This is an intrinsically "practical" question, but it leads to a well-defined mathematical problem. Let me start with the practical part:
I regularly back up my data. My backup strategy are differential backups, where the first backup is a full backup containing all files and subsequent backups are either full backups or differential backups, containing only data that has been added/changed since the last full backup.1
My backup storage is limited to $C$. I use the term "snapshot" to refer to the data from either a full backup or a differential backup.
Question: After how many differential backups should I make a new full backup to maximize the number of snapshots I can squeeze in the storage capacity $C$?
Intuition: A full backup takes up more space than a differential backup, but the more data has been added since the last full backup, the larger becomes each additional differential backup. Therefore, there is a trade-off between an additional large full backup vs. many larger differential backups.
I tried to formalize my problem as follows:
Denote data that is newly added between $t-1$ and $t$ as $s(t)$ and let $s(0) = d_0$ (some constant, size of initial data). Ignore deletes, i.e. total data at time $\tilde{t}$ is $f(\tilde{t})=\sum_{t=0}^{\tilde{t}} s(t)$, which equals the size of a full backup at this time. The size of a differential backup ($d$) at time $\tilde{t}$ depends on the time of the last full backup $b$: $d(\tilde{t},b) = \sum_{t=b+1}^{\tilde{t}} s(t)$.
With 1 full backup and only differential backups afterwards, I am not running out of storage capacity $C$ as long as $T$ is small enough2 such that $$f(0) + \sum_{\tilde{t}=1}^T d(\tilde{t}, 0) \leq C.$$
With 2 full backups, each followed by differential backups, $T_1$ must be small enough such that $$f(0) + \sum_{\tilde{t}=1}^{T_0} \Big[ d(\tilde{t}, 0) \Big] + f(T_0+1) + \sum_{\tilde{t}=T_0+2}^{T_1} d(\tilde{t}, T_0+1) \leq C.$$
I think the pattern becomes clear now:3 with $N$ full backups, $T_{N-1}$ must be small enough such that $$f(0) + \sum_{\tilde{t}=1}^{T_0} \Big[ d(\tilde{t}, 0) \Big] + \sum_{n=1}^{N-1} \Big[ f(T_{n-1}+1) + \sum_{\tilde{t}=T_{n-1}+2}^{T_n} d(\tilde{t}, T_{n-1}+1) \Big] \leq C. \tag{1} \label{eq:cond}$$
This leads to the ultimate question:
Which $N$ maximizes the largest $T_{N-1}$ for which equation $(\ref{eq:cond})$ holds?

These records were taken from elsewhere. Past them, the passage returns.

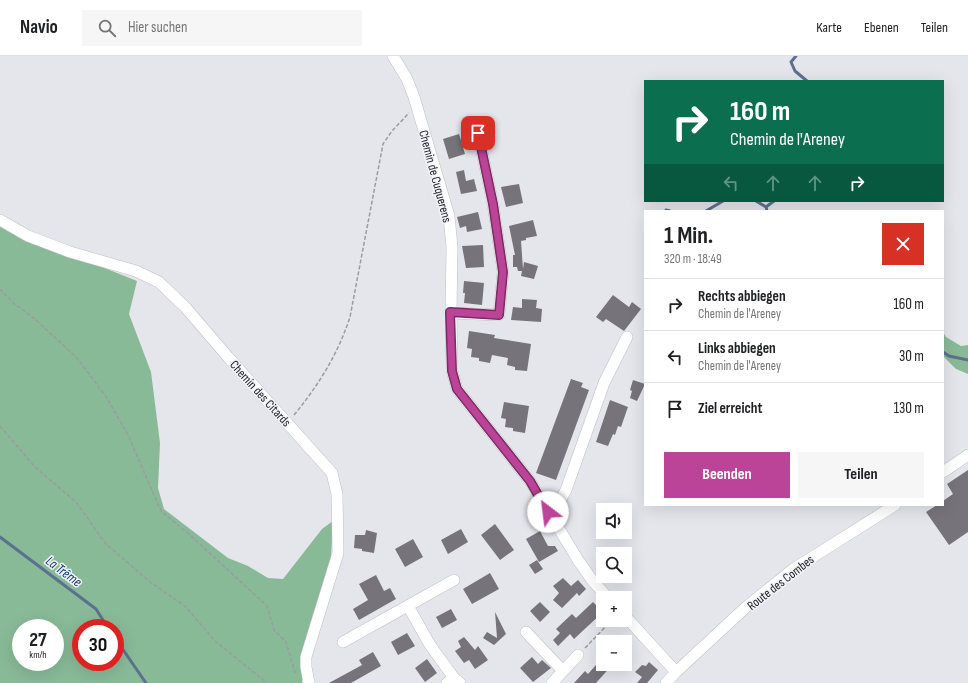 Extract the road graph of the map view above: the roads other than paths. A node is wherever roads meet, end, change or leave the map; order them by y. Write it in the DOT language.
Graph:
graph roads {
  1 [pos="393,56"];
  2 [pos="478,133"];
  3 [pos="0,220"];
  4 [pos="450,312"];
  5 [pos="627,337"];
  6 [pos="968,455"];
  7 [pos="944,471"];
  8 [pos="893,506"];
  9 [pos="548,512"];
  10 [pos="454,580"];
  11 [pos="602,591"];
  12 [pos="408,606"];
  13 [pos="632,624"];
  14 [pos="526,632"];
  15 [pos="343,642"];
  16 [pos="578,655"];
  17 [pos="563,671"];
  18 [pos="676,672"];
  19 [pos="454,681"];
  20 [pos="309,683"];
  21 [pos="552,683"];
  22 [pos="666,683"];
  1 -- 4 [label="street, Chemin de Cuquerens"];
  2 -- 4 [label="street"];
  3 -- 20 [label="street, Chemin des Citards"];
  4 -- 9 [label="street, Chemin de Cuquerens"];
  5 -- 9 [label="street"];
  6 -- 7 [label="street"];
  8 -- 18 [label="street, Route des Combes"];
  9 -- 11 [label="street, Chemin de Cuquerens"];
  10 -- 12 [label="street"];
  12 -- 15 [label="street"];
  12 -- 19 [label="street"];
  13 -- 18 [label="street"];
  14 -- 17 [label="street"];
  16 -- 17 [label="street"];
  17 -- 21 [label="street"];
  18 -- 22 [label="street"];
} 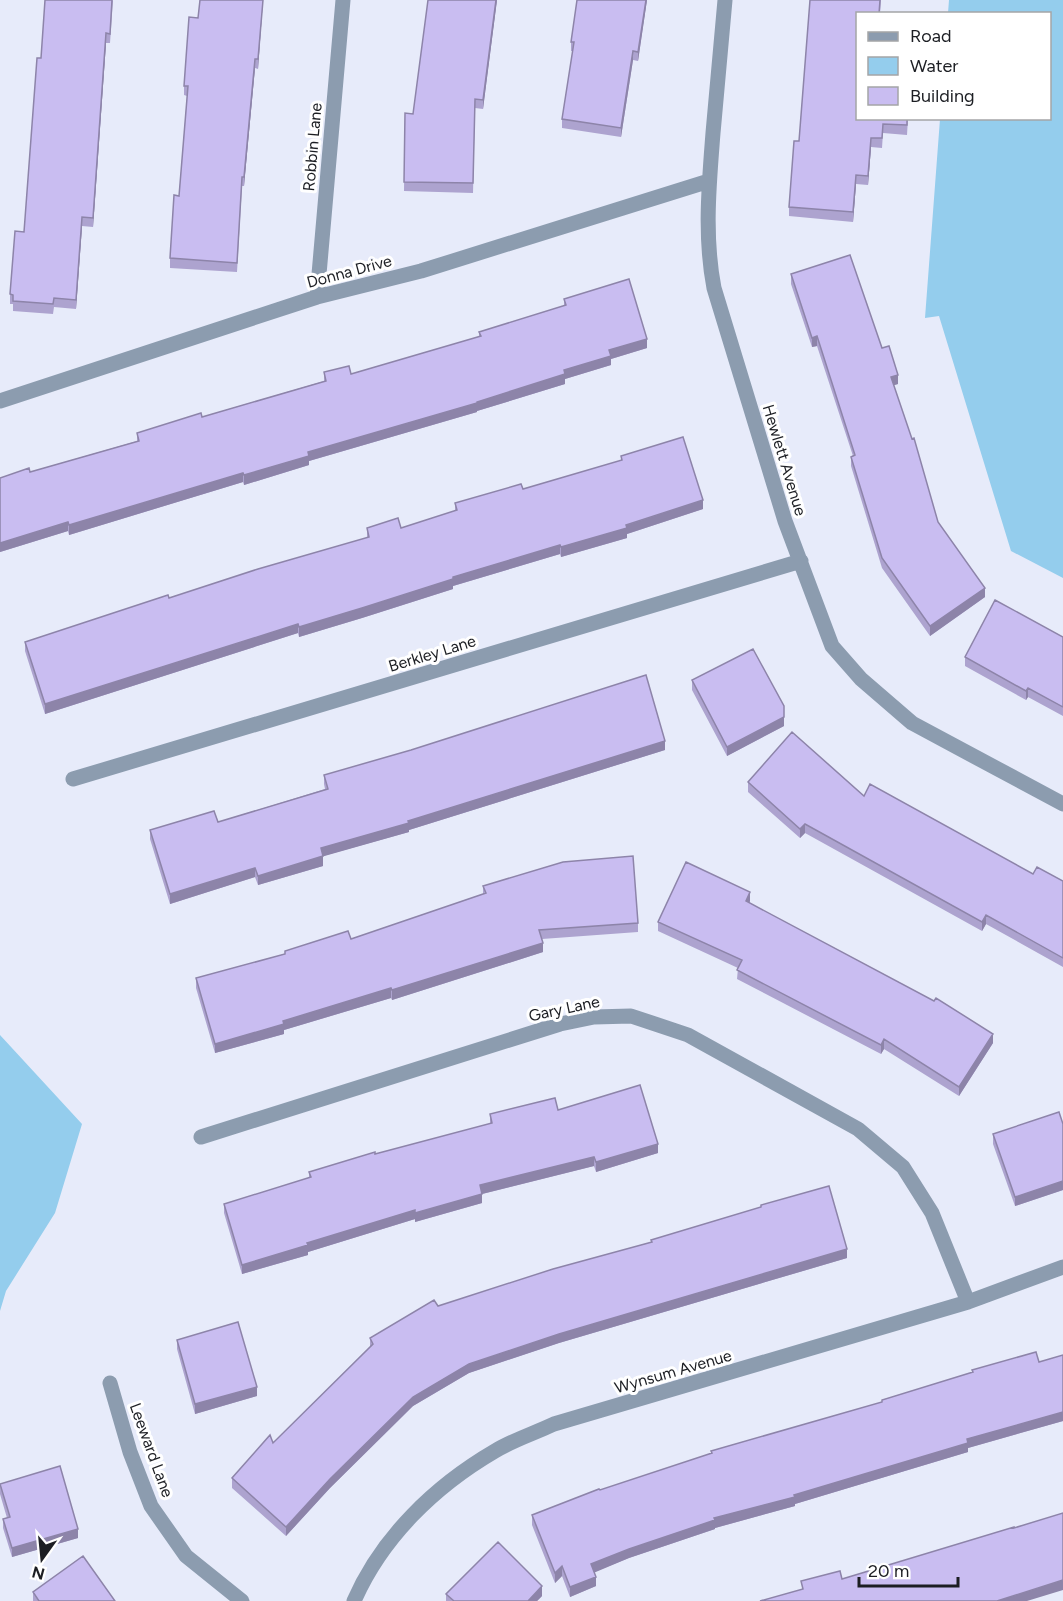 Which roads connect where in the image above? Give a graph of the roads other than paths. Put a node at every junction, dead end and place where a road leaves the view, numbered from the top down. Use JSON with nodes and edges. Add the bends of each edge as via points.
{"nodes":[{"id":1,"x":343,"y":0,"type":"edge"},
{"id":2,"x":725,"y":0,"type":"edge"},
{"id":3,"x":709,"y":181,"type":"junction"},
{"id":4,"x":317,"y":297,"type":"junction"},
{"id":5,"x":0,"y":401,"type":"edge"},
{"id":6,"x":801,"y":561,"type":"junction"},
{"id":7,"x":73,"y":779,"type":"dead end"},
{"id":8,"x":1063,"y":804,"type":"edge"},
{"id":9,"x":201,"y":1137,"type":"dead end"},
{"id":10,"x":1063,"y":1268,"type":"edge"},
{"id":11,"x":968,"y":1302,"type":"junction"},
{"id":12,"x":110,"y":1383,"type":"dead end"},
{"id":13,"x":242,"y":1601,"type":"edge"},
{"id":14,"x":354,"y":1601,"type":"edge"}],
"edges":[{"from":1,"to":4,"type":"street","name":"Robbin Lane"},
{"from":2,"to":3,"type":"street","name":"Hewlett Avenue"},
{"from":3,"to":4,"type":"street","name":"Donna Drive","via":[[421,271]]},
{"from":3,"to":6,"type":"street","name":"Hewlett Avenue","via":[[707,238],[714,288],[784,521]]},
{"from":4,"to":5,"type":"street","name":"Donna Drive"},
{"from":6,"to":7,"type":"street","name":"Berkley Lane"},
{"from":6,"to":8,"type":"street","name":"Hewlett Avenue","via":[[832,646],[861,679],[912,723]]},
{"from":9,"to":11,"type":"street","name":"Gary Lane","via":[[561,1024],[594,1017],[631,1016],[688,1035],[858,1129],[903,1167],[932,1213]]},
{"from":10,"to":11,"type":"street","name":"Wynsum Avenue"},
{"from":11,"to":14,"type":"street","name":"Wynsum Avenue","via":[[554,1424],[496,1450],[436,1492],[385,1545]]},
{"from":12,"to":13,"type":"street","name":"Leeward Lane","via":[[151,1506],[186,1556]]}]}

I am not sure how to approach a solution to this problem, nor am I sure if further assumptions are needed to make progress. Maybe it is helpful to assume that the amount of new data in each period $s(t)$ is constant ($s(t) = \bar{s} ~ \forall ~ t$)?
Plugging my definitions of $f(\tilde{t})$ and $d(\tilde{t}, b)$ into equation $(\ref{eq:cond})$ yields: $$d_0 + \Big[ \sum_{\tilde{t}=1}^{T_0} \sum_{t=1}^{\tilde{t}} s(t) \Big] + \sum_{n=1}^{N-1} \Bigg[ \Big[ \sum_{t=0}^{T_{n-1}+1} s(t) \Big] + \Big[ \sum_{\tilde{t}=T_{n-1}+2}^{T_n} \sum_{t=T_{n-1}+2}^{\tilde{t}} s(t) \Big] \Bigg] \leq C, \tag{1'} \label{eq:cond-plugged-in}$$ but I do not know how to proceed from here.
Any help, either on tackling equation $(\ref{eq:cond-plugged-in})$ or completely different strategies to solve the problem are highly appreciated!
1 Note that I am not referring to incremental backups, where each backup contains only the data since the previous incremental backup. Differential backups always contain all data since the last full backup.
2 I assume that $C$ is large enough for at least 1 full and 1 differential backup.
3 To be more explicit, the conditions for 3 and 4 full backups are $$f(0) + \sum_{\tilde{t}=1}^{T_0} d(\tilde{t}, 0) + f(T_0+1) + \sum_{\tilde{t}=T_0+2}^{T_1} d(\tilde{t}, T_0+1) + f(T_1+1) + \sum_{\tilde{t}=T_1+2}^{T_2} d(\tilde{t}, T_1+1) \leq C,$$
$$f(0) + \sum_{\tilde{t}=1}^{T_0} d(\tilde{t}, 0) + f(T_0+1) + \sum_{\tilde{t}=T_0+2}^{T_1} d(\tilde{t}, T_0+1) + f(T_1+1) + \sum_{\tilde{t}=T_1+2}^{T_2} d(\tilde{t}, T_1+1) + f(T_2+1) + \sum_{\tilde{t}=T_2+2}^{T_3} d(\tilde{t}, T_2+1) \leq C.$$